Pokies reforms explained: how good intentions were derailed

Apart from minor changes, action has been delayed until 2017. OctopusHat

Tension around pokies reform came to a head on Saturday when Prime Minister Julia Gillard broke her agreement with independent Tasmanian MHR Andrew Wilkie to implement timely reforms to address problem gambling.

Wilkie subsequently withdrew his support for Gillard’s minority government and noted he would “only support motions of no confidence in the event of serious misconduct and not support politically opportunistic motions”.

Unfortunately, this split has been on the cards since November, when Peter Slipper took the Speaker’s chair and Julia Gillard picked up one more vote.

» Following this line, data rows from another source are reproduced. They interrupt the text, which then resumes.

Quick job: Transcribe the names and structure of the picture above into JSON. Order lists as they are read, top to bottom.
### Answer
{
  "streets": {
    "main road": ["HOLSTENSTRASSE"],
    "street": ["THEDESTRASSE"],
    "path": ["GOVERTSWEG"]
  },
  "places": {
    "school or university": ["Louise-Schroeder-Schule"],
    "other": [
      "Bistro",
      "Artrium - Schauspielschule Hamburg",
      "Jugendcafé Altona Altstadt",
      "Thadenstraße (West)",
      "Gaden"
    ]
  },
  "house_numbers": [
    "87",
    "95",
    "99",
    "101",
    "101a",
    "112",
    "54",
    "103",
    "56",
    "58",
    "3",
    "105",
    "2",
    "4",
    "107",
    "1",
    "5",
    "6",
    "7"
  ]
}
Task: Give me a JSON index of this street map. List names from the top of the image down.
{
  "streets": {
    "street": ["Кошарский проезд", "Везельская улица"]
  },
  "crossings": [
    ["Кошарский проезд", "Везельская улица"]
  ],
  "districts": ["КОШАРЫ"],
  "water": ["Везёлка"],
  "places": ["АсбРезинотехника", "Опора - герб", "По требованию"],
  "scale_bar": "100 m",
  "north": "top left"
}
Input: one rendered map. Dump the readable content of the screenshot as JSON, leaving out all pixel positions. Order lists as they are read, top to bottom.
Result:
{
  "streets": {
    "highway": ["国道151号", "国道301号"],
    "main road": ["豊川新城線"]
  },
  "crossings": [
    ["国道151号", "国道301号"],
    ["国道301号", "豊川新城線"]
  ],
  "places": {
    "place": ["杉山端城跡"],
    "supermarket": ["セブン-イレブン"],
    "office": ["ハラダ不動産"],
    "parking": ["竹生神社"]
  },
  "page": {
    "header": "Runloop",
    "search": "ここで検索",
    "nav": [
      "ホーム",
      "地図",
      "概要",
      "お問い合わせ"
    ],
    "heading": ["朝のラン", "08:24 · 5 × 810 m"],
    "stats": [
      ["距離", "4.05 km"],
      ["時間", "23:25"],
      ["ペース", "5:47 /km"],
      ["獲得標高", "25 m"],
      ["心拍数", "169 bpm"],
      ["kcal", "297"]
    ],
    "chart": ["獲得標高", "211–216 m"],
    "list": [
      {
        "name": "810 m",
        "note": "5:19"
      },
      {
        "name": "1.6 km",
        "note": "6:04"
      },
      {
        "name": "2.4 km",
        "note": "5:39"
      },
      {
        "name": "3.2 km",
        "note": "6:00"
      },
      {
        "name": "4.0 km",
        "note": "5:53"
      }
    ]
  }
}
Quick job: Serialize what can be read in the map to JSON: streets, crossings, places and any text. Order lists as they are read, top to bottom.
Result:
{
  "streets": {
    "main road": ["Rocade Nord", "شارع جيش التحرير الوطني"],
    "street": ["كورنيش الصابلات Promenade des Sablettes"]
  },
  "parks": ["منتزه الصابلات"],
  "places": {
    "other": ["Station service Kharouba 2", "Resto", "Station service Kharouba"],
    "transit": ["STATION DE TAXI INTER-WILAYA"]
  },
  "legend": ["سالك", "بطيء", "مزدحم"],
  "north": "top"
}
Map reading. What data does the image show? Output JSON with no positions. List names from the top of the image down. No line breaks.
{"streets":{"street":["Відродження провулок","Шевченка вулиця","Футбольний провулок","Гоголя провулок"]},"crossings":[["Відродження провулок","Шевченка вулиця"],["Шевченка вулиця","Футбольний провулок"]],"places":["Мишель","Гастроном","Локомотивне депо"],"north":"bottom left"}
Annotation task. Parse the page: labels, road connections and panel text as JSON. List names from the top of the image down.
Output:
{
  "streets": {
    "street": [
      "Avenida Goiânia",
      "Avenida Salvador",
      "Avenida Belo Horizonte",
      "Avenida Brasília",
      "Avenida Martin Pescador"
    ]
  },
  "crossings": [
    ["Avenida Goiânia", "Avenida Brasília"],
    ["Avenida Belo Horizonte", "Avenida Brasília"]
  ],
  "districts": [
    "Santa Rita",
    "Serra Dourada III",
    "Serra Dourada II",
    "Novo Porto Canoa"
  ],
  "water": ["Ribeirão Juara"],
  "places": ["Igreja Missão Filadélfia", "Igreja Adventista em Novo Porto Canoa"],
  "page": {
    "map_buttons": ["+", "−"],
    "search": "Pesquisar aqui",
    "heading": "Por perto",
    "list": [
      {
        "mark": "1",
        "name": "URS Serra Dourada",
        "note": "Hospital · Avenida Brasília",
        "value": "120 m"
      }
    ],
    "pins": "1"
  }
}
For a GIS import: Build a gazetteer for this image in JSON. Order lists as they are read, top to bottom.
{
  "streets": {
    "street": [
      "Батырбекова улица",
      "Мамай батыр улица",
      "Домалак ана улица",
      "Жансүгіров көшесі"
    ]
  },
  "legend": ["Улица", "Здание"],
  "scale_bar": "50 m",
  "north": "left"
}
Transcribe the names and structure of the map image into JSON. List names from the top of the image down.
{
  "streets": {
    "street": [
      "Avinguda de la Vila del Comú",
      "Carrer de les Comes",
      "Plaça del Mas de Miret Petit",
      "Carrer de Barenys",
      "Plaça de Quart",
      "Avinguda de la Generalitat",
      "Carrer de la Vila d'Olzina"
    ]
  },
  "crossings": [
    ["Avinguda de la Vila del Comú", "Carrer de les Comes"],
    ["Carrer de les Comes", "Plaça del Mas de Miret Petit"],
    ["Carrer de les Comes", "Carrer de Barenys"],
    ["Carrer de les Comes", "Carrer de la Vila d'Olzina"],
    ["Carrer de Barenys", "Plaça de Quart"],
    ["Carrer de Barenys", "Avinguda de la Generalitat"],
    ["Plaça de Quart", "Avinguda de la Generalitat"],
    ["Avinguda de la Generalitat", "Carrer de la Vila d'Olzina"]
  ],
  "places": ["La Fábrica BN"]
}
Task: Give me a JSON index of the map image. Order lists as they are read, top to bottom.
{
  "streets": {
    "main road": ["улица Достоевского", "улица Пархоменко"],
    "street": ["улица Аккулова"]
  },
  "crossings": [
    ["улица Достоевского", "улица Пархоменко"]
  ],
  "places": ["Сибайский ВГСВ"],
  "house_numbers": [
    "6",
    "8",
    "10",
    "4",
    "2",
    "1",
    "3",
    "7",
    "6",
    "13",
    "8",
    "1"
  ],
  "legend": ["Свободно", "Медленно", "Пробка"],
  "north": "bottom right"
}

The Labor Party has never been a genuine enthusiast for poker-machine reform – it’s never been Labor policy. Needless to say, the road to gambling reform has been long and bumpy, so it’s worth looking back on some of the policies that were on the table and how Wilkie’s good intentions have been derailed.

New policy

The government’s new policy is to trial mandatory pre-commitment in the Australian Capital Territory and insist that all new poker machines introduced from 2013 have voluntary pre-commitment technology. Apart from some minor measures, nothing further will happen until 2017 at the earliest.

Voluntary pre-commitment means that a poker-machine user can opt to set maximum losses and limits of time spent playing when using high-intensity machines. These are the machines on which it is possible to lose an average of $1,500 in an hour.

Mandatory pre-commitment means a player must set binding limits on losses and the time they want to spend playing before using such a machine. Problem gamblers and those at risk of developing a pokies addiction can’t set limits when they are in the grip of the machines. Instead, they chase losses. They lose a lot of money and are harmed as a result.

The Productivity Commission argues that the voluntary system’s Achilles heel “is that gamblers who have exceeded self-imposed limits can remove their card, still play and break their commitment”. Around 60% of all losses are borne by problem gamblers and pokies users at risk of addiction (this groups makes up one-third of users).

Recreational users lose the remaining 40%. According to the Productivity Commission, 88% of players restrict themselves to less than $1 for each bet. Problem and at-risk gamblers don’t.

The Wilkie/Gillard agreement

When Wilkie and Gillard negotiated their agreement 16 months ago, they had the Productivity Commission’s recommendations before them. Wilkie wanted to see action on the Commission’s two biggest recommendations: mandatory pre-commitment and $1 bet limits.

The Commission recommended a trial of mandatory pre-commitment to test design features and demonstrate the advantages of such a scheme.

Perhaps even more importantly, the Commission recommended a $1 bet limit, with $20 restrictions on the amount a player could feed into the machine. This would bring average losses per machine to $120 for an hour. These came to be called low-intensity machines. (It’s important to note, however, that it’s still possible to feed up to $10,000 into machines in New South Wales at any time).

Sixteen months ago, Gillard rejected the $1 bet limit outright. Wilkie, therefore, settled for mandatory pre-commitment on high-intensity machines. Gamblers could still have unfettered access to low-intensity machines. The time scale for implementation was brought forward, and the agreement was struck.

The report of the subsequent Parliamentary Joint Select Committee on Gambling Reform, supported by its Labor but not Coalition members, endorsed mandatory pre-commitment, the new timeline and the high-intensity/low-intensity split of machines. It said a quickly implemented trial could inform design features and identify unintended consequences. But it warned against delaying a broader rollout of mandatory pre-commitment.

This is where we were before the Slipper manoeuvre. As per Gillard’s agreement with Wilkie, she was to take these findings to Parliament in a Bill.

Changing tune

Gillard now says she’s returning to the original recommendations of the Productivity Commission’s February 2010 report: a pre-commitment trial. What she neglects to say is that mandatory pre-commitment, with a trial, was to be accompanied by the stand-alone measures of $1 bet limits and a maximum $20 load up.

The Commission didn’t suggest a trial for the $1 bets and $20 maximum load up – it recommended implementation. But Gillard continues to reject this part of the Commission’s strategy.

Meanwhile, Wilkie continues to campaign. And the rest of us grow increasingly cynical about the government’s ability to bring about meaningful reform to better the lives of problem gamblers and their families.